- **Instructions to follow**: Restate exactly the lines of the entries below, beginning with the first and ending with the line that holds "middle tip: (385, 140)". Pictures are not copied.

[Pose estimation data]
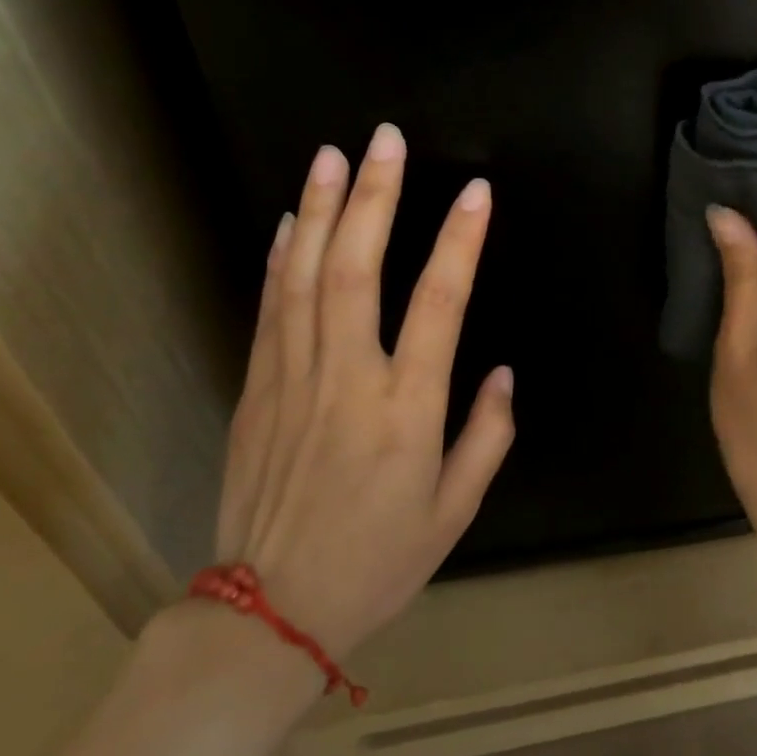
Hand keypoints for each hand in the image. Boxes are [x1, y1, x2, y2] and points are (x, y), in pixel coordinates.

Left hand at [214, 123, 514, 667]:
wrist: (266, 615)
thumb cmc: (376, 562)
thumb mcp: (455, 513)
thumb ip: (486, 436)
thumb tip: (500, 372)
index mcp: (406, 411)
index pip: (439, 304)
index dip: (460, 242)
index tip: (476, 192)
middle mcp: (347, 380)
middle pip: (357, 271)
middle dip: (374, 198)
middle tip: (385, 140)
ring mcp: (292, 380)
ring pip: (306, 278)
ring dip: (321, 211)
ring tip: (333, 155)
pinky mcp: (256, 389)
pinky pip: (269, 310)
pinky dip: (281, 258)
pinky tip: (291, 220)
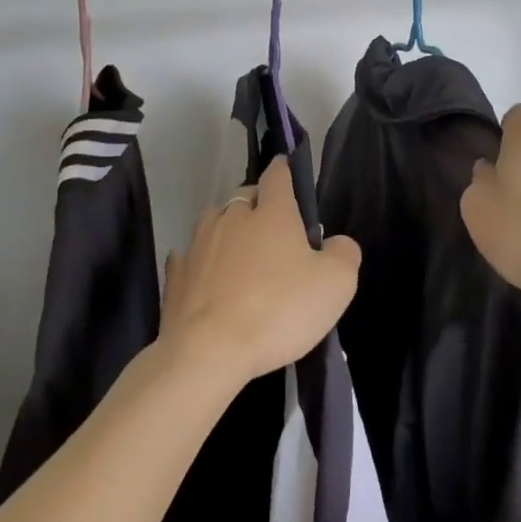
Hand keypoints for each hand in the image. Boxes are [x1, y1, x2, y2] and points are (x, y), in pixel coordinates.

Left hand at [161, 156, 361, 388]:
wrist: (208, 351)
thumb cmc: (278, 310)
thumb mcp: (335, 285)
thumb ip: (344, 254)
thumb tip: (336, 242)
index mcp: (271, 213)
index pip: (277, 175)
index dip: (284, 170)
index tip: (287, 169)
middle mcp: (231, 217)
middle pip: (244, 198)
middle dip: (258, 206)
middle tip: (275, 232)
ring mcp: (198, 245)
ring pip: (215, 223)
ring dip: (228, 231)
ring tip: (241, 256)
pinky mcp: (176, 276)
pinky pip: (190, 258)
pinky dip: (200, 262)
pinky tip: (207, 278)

- **The completed task**:
Hand keypoints for each hand in the image. Boxes are [x1, y1, x2, y2] and points are (x, y), in pixel coordinates.

Left hand at [214, 123, 514, 667]:
wrist: (266, 615)
thumb cmc: (376, 562)
thumb mcp: (455, 513)
thumb ip: (486, 436)
thumb tip: (500, 372)
index mcp: (406, 411)
index pip: (439, 304)
index dip: (460, 242)
index tip: (476, 192)
middle mcp: (347, 380)
middle pip: (357, 271)
middle dip: (374, 198)
middle tip: (385, 140)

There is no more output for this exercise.